Instructions for the task: The records follow. Filter them to the lines that hold "Drive".

Stored data
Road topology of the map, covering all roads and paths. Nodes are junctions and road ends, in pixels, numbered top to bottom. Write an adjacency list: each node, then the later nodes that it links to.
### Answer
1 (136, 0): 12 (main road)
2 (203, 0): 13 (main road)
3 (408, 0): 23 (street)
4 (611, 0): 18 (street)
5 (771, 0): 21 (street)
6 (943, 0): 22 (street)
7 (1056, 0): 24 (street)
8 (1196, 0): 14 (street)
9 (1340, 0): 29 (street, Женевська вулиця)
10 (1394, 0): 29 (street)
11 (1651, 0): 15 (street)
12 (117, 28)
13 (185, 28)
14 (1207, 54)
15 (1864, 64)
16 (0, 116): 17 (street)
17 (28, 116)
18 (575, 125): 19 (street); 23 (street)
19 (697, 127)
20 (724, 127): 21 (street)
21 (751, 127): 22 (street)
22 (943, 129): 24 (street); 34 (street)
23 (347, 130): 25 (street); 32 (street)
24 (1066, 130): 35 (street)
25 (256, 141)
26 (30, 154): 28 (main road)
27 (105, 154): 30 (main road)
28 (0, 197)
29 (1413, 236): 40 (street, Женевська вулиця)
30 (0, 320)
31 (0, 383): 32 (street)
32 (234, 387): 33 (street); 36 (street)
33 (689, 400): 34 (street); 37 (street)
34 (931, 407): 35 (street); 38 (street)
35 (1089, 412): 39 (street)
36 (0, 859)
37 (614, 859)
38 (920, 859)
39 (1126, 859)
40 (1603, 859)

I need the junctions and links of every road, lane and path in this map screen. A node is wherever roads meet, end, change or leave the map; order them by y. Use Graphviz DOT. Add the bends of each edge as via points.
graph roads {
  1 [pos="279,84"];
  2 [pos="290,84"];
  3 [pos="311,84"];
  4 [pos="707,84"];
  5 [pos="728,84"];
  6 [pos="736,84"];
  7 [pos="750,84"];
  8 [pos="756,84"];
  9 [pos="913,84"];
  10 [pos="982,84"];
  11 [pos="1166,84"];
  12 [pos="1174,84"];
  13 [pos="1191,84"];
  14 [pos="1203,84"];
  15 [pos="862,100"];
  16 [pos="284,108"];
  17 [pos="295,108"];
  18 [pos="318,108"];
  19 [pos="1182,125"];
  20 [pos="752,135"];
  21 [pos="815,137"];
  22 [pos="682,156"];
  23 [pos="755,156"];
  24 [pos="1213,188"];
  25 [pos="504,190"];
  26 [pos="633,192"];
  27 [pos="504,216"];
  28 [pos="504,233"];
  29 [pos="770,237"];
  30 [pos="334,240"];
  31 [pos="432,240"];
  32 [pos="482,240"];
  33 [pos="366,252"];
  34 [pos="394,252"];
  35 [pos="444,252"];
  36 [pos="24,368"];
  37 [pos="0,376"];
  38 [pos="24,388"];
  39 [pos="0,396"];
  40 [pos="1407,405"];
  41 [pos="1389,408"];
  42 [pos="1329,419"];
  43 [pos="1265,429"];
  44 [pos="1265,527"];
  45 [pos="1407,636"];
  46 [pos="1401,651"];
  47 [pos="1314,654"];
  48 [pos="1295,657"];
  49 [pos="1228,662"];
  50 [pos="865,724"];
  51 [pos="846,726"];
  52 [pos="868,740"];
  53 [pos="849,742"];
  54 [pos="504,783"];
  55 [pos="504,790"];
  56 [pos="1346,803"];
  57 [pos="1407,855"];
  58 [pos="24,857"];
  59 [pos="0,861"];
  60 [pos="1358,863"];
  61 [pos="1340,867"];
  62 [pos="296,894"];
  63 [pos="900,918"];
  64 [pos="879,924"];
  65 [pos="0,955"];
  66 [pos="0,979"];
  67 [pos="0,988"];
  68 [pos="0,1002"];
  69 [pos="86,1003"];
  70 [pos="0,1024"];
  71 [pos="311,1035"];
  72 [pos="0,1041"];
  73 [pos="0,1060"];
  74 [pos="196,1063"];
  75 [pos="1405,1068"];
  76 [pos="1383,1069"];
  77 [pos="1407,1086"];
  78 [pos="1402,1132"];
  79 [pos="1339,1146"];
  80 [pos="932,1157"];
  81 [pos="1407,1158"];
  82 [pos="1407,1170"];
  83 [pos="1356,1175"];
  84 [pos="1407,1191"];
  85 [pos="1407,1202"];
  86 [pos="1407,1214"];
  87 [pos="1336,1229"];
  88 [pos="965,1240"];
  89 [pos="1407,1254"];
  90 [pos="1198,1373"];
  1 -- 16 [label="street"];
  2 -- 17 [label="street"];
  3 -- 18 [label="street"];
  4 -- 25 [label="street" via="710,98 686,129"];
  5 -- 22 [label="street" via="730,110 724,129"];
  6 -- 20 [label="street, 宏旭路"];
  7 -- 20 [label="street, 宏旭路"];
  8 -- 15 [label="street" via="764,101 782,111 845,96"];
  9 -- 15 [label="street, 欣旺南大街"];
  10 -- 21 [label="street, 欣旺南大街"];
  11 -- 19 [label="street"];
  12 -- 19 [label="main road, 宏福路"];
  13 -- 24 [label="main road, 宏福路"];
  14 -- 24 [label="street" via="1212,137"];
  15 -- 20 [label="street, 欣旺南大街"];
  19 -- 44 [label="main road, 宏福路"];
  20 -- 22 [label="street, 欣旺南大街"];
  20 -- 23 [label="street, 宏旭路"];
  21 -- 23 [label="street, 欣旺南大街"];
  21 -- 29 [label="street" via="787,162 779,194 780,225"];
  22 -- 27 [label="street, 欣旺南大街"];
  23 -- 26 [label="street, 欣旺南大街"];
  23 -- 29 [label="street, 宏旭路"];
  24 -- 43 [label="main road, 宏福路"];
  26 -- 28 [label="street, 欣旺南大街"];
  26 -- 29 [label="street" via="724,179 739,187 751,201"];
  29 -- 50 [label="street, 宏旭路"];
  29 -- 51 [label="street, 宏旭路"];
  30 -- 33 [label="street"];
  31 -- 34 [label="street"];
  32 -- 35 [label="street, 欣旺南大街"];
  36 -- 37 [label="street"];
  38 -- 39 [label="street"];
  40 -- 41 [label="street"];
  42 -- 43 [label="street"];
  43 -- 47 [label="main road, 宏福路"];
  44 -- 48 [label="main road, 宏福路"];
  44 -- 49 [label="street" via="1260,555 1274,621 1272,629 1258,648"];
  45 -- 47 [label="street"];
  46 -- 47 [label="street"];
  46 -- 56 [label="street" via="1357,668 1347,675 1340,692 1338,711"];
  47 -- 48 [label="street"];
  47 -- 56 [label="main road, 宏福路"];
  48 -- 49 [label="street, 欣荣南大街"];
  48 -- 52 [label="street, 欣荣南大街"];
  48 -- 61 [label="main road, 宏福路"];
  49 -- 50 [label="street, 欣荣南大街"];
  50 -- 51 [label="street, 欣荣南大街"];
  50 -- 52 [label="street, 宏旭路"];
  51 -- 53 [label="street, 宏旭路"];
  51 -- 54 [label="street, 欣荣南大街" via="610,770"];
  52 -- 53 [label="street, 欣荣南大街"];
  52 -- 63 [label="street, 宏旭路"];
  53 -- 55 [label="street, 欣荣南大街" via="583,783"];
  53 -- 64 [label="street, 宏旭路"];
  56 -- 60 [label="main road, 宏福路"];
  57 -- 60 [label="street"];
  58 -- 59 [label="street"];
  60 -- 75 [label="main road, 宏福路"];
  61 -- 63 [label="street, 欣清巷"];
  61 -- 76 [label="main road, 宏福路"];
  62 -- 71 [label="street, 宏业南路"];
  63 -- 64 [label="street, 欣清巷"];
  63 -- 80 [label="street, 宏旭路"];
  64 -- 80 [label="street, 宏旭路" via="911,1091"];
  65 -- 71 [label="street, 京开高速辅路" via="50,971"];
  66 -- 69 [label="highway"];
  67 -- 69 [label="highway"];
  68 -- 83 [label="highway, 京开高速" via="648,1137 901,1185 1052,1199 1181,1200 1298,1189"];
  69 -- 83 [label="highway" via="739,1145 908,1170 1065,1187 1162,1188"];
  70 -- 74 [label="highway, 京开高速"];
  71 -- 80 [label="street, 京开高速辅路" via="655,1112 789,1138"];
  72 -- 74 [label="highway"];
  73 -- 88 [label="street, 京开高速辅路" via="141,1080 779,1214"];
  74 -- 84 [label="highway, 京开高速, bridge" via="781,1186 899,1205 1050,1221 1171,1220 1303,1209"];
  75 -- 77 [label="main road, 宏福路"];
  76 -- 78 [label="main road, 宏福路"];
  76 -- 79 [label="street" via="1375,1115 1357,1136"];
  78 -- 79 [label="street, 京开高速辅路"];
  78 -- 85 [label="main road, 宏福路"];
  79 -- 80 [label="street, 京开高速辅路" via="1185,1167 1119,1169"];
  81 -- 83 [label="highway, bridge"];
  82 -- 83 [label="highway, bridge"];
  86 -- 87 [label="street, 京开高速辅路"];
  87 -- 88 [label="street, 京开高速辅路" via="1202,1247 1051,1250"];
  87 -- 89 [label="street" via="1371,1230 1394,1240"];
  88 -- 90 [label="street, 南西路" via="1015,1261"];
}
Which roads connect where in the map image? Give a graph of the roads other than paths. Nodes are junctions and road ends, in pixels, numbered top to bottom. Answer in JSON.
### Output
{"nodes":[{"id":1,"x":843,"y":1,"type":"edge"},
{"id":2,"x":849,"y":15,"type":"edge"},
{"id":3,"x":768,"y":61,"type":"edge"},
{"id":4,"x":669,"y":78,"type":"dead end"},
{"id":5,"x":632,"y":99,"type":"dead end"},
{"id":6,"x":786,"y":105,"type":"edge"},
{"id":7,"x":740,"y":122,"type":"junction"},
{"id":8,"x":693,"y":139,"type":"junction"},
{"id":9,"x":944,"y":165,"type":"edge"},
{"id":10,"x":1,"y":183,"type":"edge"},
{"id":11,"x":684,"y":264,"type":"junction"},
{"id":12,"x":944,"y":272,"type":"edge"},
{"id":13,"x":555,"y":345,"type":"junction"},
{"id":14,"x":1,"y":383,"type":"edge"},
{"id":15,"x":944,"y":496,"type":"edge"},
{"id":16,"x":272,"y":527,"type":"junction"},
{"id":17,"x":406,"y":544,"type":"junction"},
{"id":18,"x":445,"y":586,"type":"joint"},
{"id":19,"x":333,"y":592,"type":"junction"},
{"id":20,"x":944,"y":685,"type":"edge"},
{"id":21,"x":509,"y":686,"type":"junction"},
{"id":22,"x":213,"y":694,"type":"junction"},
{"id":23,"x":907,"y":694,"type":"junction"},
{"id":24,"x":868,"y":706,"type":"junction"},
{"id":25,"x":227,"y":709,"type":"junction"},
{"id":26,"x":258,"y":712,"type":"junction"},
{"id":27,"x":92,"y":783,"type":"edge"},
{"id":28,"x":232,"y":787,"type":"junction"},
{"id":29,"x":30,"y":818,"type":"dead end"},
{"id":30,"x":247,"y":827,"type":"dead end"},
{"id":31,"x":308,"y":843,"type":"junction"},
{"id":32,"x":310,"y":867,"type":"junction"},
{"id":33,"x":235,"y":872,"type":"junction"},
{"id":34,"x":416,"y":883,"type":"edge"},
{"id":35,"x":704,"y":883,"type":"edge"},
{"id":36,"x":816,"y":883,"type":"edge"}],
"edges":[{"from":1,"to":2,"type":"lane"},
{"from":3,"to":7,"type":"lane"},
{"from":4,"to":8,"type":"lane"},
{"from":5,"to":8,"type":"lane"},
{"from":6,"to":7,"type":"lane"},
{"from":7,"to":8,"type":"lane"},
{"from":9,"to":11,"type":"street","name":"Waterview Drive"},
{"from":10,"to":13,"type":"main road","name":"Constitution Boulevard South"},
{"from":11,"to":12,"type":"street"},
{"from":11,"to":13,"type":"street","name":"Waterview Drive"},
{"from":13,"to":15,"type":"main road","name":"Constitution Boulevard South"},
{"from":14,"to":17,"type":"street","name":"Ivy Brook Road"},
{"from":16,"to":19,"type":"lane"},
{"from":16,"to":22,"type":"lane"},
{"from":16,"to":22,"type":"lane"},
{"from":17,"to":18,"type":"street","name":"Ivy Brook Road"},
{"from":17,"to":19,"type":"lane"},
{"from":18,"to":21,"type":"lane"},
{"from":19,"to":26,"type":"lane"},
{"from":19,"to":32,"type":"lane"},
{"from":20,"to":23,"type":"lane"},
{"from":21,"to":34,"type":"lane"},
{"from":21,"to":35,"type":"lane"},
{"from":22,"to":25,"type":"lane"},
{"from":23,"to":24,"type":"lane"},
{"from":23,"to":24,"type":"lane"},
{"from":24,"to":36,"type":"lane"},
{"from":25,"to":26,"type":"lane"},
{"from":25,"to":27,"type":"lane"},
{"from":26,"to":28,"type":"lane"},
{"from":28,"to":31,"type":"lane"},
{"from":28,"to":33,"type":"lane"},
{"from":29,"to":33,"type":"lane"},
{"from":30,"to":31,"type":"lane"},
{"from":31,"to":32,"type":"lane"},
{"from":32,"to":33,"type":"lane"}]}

Completed exercise:
{"from":9,"to":11,"type":"street","name":"Waterview Drive"},
{"from":11,"to":13,"type":"street","name":"Waterview Drive"},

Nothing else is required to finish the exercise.